**THE INPUT**

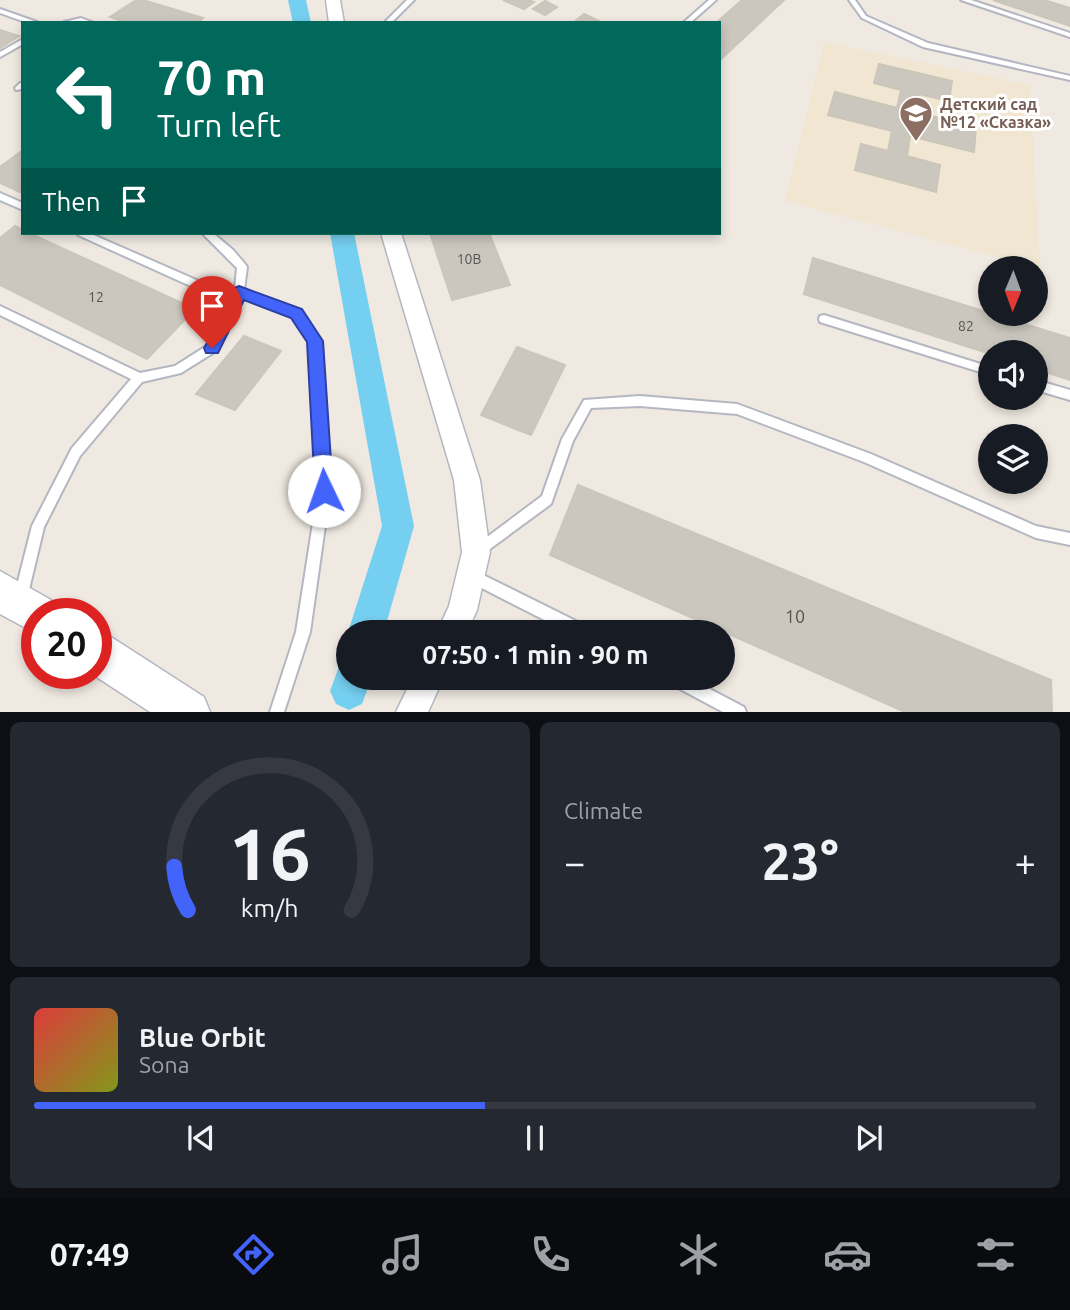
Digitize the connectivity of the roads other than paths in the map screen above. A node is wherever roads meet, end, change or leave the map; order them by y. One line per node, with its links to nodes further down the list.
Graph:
1 (333, 0): 8 (street)
2 (411, 0): 9 (lane)
3 (713, 0): 10 (lane)
4 (852, 0): 14 (lane)
5 (964, 0): 11 (lane)
6 (0, 11): 7 (lane)
7 (29, 21)
8 (337, 21)
9 (389, 21)
10 (687, 21)
11 (1070, 35)
12 (21, 42): 13 (lane)
13 (0, 55)
14 (1070, 78)
15 (0, 196): 16 (lane)
16 (21, 206)
17 (85, 235): 20 (lane)
18 (209, 235): 20 (lane)
19 (392, 235): 28 (street)
20 (239, 292): 24 (lane); 36 (lane)
21 (0, 310): 24 (lane)
22 (824, 319): 23 (lane)
23 (978, 367)
24 (138, 378): 29 (lane)
25 (1048, 389): 26 (lane)
26 (1070, 396)
27 (1070, 539): 28 (lane)
28 (474, 563): 30 (street); 31 (lane)
29 (19, 603)
30 (458, 620)
31 (564, 620)
32 (112, 662): 35 (main road)
33 (422, 690): 37 (street)
34 (697, 690): 38 (lane)
35 (189, 712)
36 (277, 712)
37 (411, 712)
38 (739, 712)

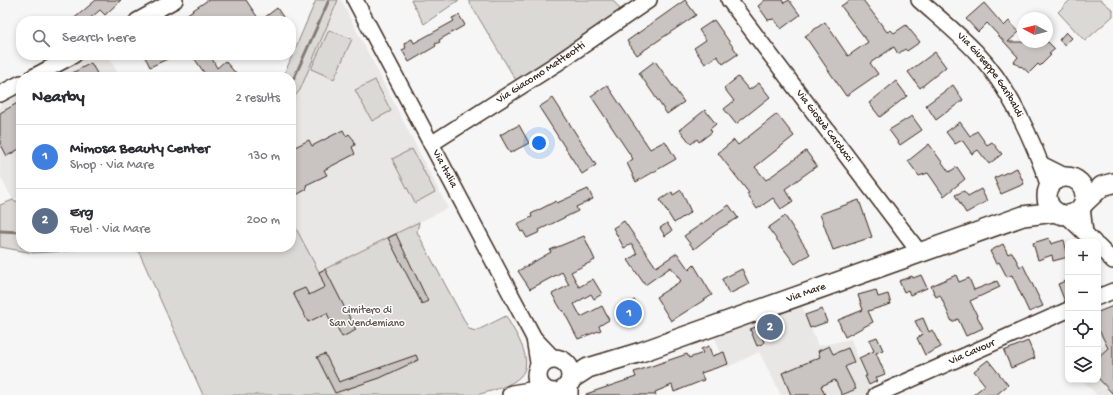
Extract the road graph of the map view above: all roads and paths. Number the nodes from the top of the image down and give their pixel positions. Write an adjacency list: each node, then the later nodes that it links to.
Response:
1 (175, 0): 6 (street)
2 (355, 0): 11 (street, Via Italia)
3 (649, 0): 11 (street, Via Giacomo Matteotti)
4 (729, 0): 18 (street, Via Giosuè Carducci)
5 (919, 0): 12 (street, Via Giuseppe Garibaldi)
6 (146, 16)
7 (65, 60): 8 (street)
8 (42, 72)
9 (16, 86): 10 (street)
10 (0, 94)
11 (431, 144): 23 (street, Via Italia)
12 (1041, 164): 13 (street); 15 (street, Via Giuseppe Garibaldi)
13 (1073, 179): 14 (main road, Via Mare); 15 (main road, Via Mare); 15 (main road)
14 (1108, 185): 15 (main road, Via Mare)
15 (1064, 203): 16 (street, Via Giuseppe Garibaldi); 18 (main road, Via Mare)
16 (1090, 238)
17 (1101, 249): 19 (street)
18 (919, 252): 24 (main road, Via Mare)
19 (1113, 261)
20 (1113, 291): 21 (street)
21 (1101, 296)
22 (1066, 311): 27 (street, Via Cavour)
23 (534, 338): 24 (street, Via Italia); 25 (street, Via Italia)
24 (566, 376): 25 (main road); 25 (main road)
25 (544, 384): 26 (main road)
26 (514, 394)
27 (876, 395)

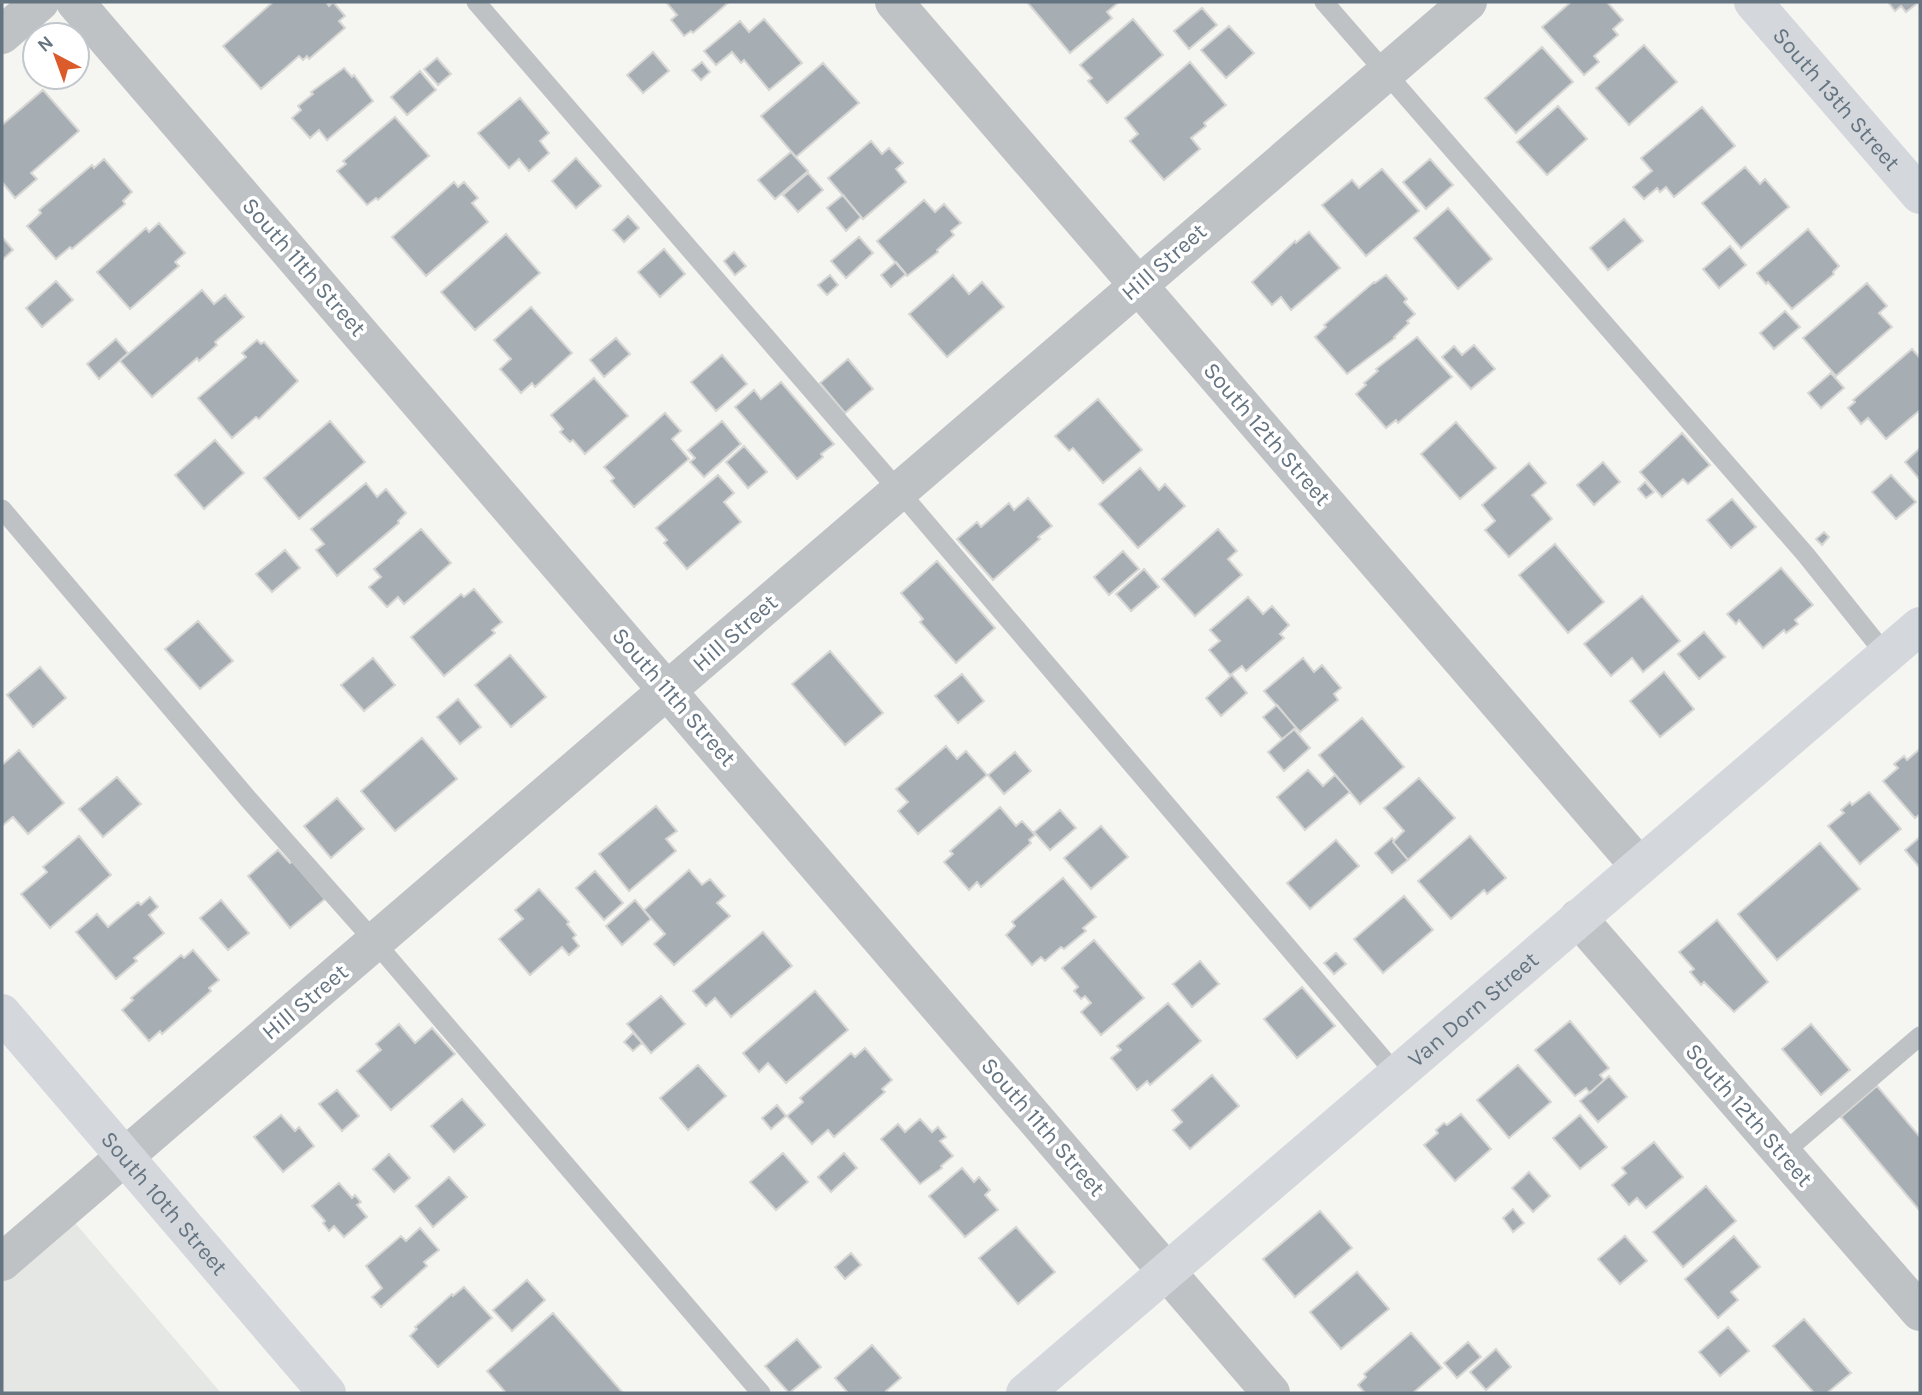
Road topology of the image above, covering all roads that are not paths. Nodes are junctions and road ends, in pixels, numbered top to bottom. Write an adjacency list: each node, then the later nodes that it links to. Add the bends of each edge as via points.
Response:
1 (40, 2): 8 (street)
2 (75, 2): 16 (street, South 11th Street)
3 (476, 2): 12 (lane)
4 (894, 2): 11 (street, South 12th Street)
5 (1324, 2): 9 (lane)
6 (1468, 2): 9 (street, Hill Street)
7 (1753, 2): 10 (main road, South 13th Street)
8 (2, 35)
9 (1385, 73): 11 (street, Hill Street); 15 (lane, via 1806,555)
10 (1920, 195)
11 (1138, 284): 12 (street, Hill Street); 17 (street, South 12th Street)
12 (900, 491): 16 (street, Hill Street); 22 (lane)
13 (2, 509): 19 (lane)
14 (1920, 626): 15 (main road, Van Dorn Street)
15 (1886, 655): 17 (main road, Van Dorn Street)
16 (669, 690): 19 (street, Hill Street); 26 (street, South 11th Street)
17 (1639, 866): 18 (main road, Van Dorn Street)
18 (1578, 918): 22 (main road, Van Dorn Street); 23 (street, South 12th Street)
19 (375, 942): 24 (street, Hill Street); 29 (lane)
20 (2, 1013): 24 (main road, South 10th Street)
21 (1920, 1036): 23 (lane)
22 (1396, 1074): 26 (main road, Van Dorn Street)
23 (1782, 1154): 27 (street, South 12th Street)
24 (125, 1156): 25 (street, Hill Street); 28 (main road, South 10th Street)
25 (2, 1262)
26 (1166, 1272): 30 (main road, Van Dorn Street); 31 (street, South 11th Street)
27 (1920, 1312)
28 (327, 1393)
29 (761, 1393)
30 (1025, 1393)
31 (1271, 1393)

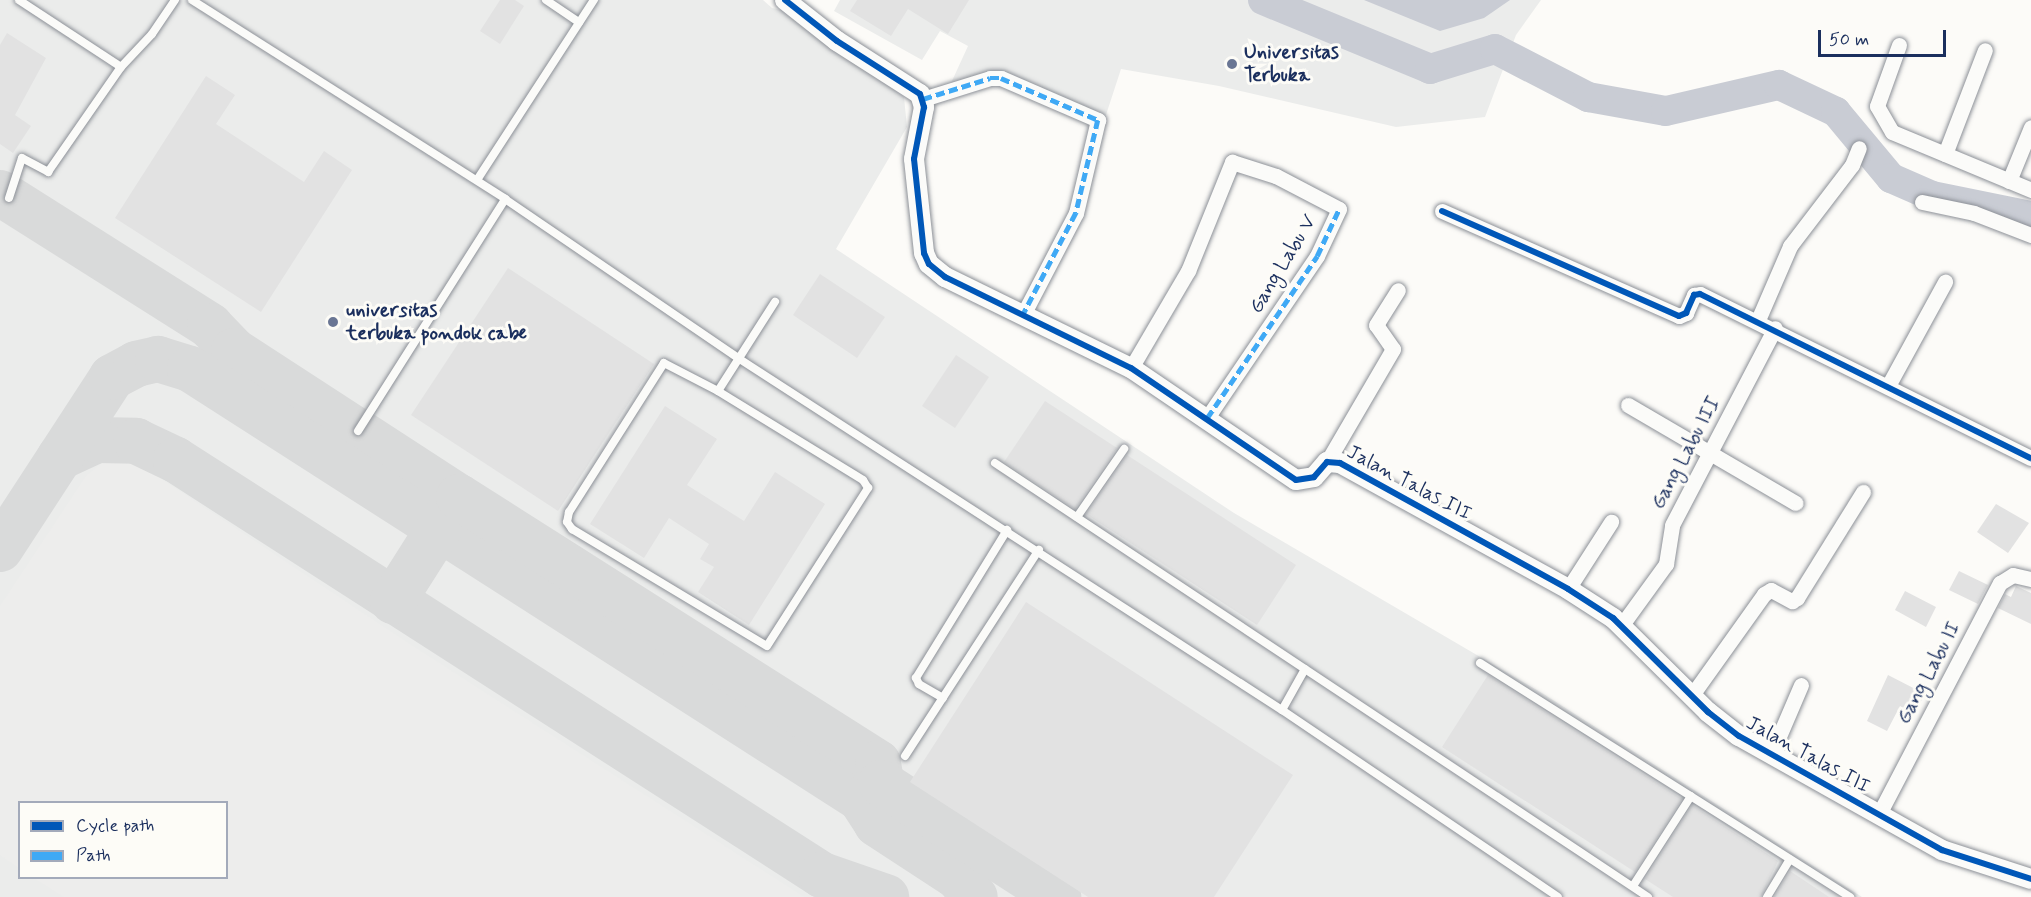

**WORK ITEM**
Print every line of the data exactly. Pictures do not belong in the copy.

**ANSWER TO THE PROBLEM**
Digitize the connectivity of the roads other than paths in the map screen above. A node is wherever roads meet, end, change or leave the map; order them by y. One line per node, with its links to nodes further down the list.
Graph:
1 (333, 0): 8 (street)
2 (411, 0): 9 (lane)
3 (713, 0): 10 (lane)
4 (852, 0): 14 (lane)
5 (964, 0): 11 (lane)
6 (0, 11): 7 (lane)
7 (29, 21)
8 (337, 21)
9 (389, 21)
10 (687, 21)
11 (1070, 35)
12 (21, 42): 13 (lane)
13 (0, 55)
14 (1070, 78)
15 (0, 196): 16 (lane)
16 (21, 206)
17 (85, 235): 20 (lane)
18 (209, 235): 20 (lane)
19 (392, 235): 28 (street)
20 (239, 292): 24 (lane); 36 (lane)
21 (0, 310): 24 (lane)
22 (824, 319): 23 (lane)
23 (978, 367)
24 (138, 378): 29 (lane)
25 (1048, 389): 26 (lane)
26 (1070, 396)
27 (1070, 539): 28 (lane)
28 (474, 563): 30 (street); 31 (lane)
29 (19, 603)
30 (458, 620)
31 (564, 620)
32 (112, 662): 35 (main road)
33 (422, 690): 37 (street)
34 (697, 690): 38 (lane)
35 (189, 712)
36 (277, 712)
37 (411, 712)
38 (739, 712)

Extract the road graph of the map view above: all roads and paths. Number the nodes from the top of the image down and give their pixel positions. Write an adjacency list: each node, then the later nodes that it links to.
Response:
1 (175, 0): 6 (street)
2 (355, 0): 11 (street, Via Italia)
3 (649, 0): 11 (street, Via Giacomo Matteotti)
4 (729, 0): 18 (street, Via Giosuè Carducci)
5 (919, 0): 12 (street, Via Giuseppe Garibaldi)
6 (146, 16)
7 (65, 60): 8 (street)
8 (42, 72)
9 (16, 86): 10 (street)
10 (0, 94)
11 (431, 144): 23 (street, Via Italia)
12 (1041, 164): 13 (street); 15 (street, Via Giuseppe Garibaldi)
13 (1073, 179): 14 (main road, Via Mare); 15 (main road, Via Mare); 15 (main road)
14 (1108, 185): 15 (main road, Via Mare)
15 (1064, 203): 16 (street, Via Giuseppe Garibaldi); 18 (main road, Via Mare)
16 (1090, 238)
17 (1101, 249): 19 (street)
18 (919, 252): 24 (main road, Via Mare)
19 (1113, 261)
20 (1113, 291): 21 (street)
21 (1101, 296)
22 (1066, 311): 27 (street, Via Cavour)
23 (534, 338): 24 (street, Via Italia); 25 (street, Via Italia)
24 (566, 376): 25 (main road); 25 (main road)
25 (544, 384): 26 (main road)
26 (514, 394)
27 (876, 395)

Road topology of the image above, covering all roads that are not paths. Nodes are junctions and road ends, in pixels, numbered top to bottom. Write an adjacency list: each node, then the later nodes that it links to. Add the bends of each edge as via points.
Response:
1 (40, 2): 8 (street)
2 (75, 2): 16 (street, South 11th Street)
3 (476, 2): 12 (lane)
4 (894, 2): 11 (street, South 12th Street)
5 (1324, 2): 9 (lane)
6 (1468, 2): 9 (street, Hill Street)
7 (1753, 2): 10 (main road, South 13th Street)
8 (2, 35)
9 (1385, 73): 11 (street, Hill Street); 15 (lane, via 1806,555)
10 (1920, 195)
11 (1138, 284): 12 (street, Hill Street); 17 (street, South 12th Street)
12 (900, 491): 16 (street, Hill Street); 22 (lane)
13 (2, 509): 19 (lane)
14 (1920, 626): 15 (main road, Van Dorn Street)
15 (1886, 655): 17 (main road, Van Dorn Street)
16 (669, 690): 19 (street, Hill Street); 26 (street, South 11th Street)
17 (1639, 866): 18 (main road, Van Dorn Street)
18 (1578, 918): 22 (main road, Van Dorn Street); 23 (street, South 12th Street)
19 (375, 942): 24 (street, Hill Street); 29 (lane)
20 (2, 1013): 24 (main road, South 10th Street)
21 (1920, 1036): 23 (lane)
22 (1396, 1074): 26 (main road, Van Dorn Street)
23 (1782, 1154): 27 (street, South 12th Street)
24 (125, 1156): 25 (street, Hill Street); 28 (main road, South 10th Street)
25 (2, 1262)
26 (1166, 1272): 30 (main road, Van Dorn Street); 31 (street, South 11th Street)
27 (1920, 1312)
28 (327, 1393)
29 (761, 1393)
30 (1025, 1393)
31 (1271, 1393)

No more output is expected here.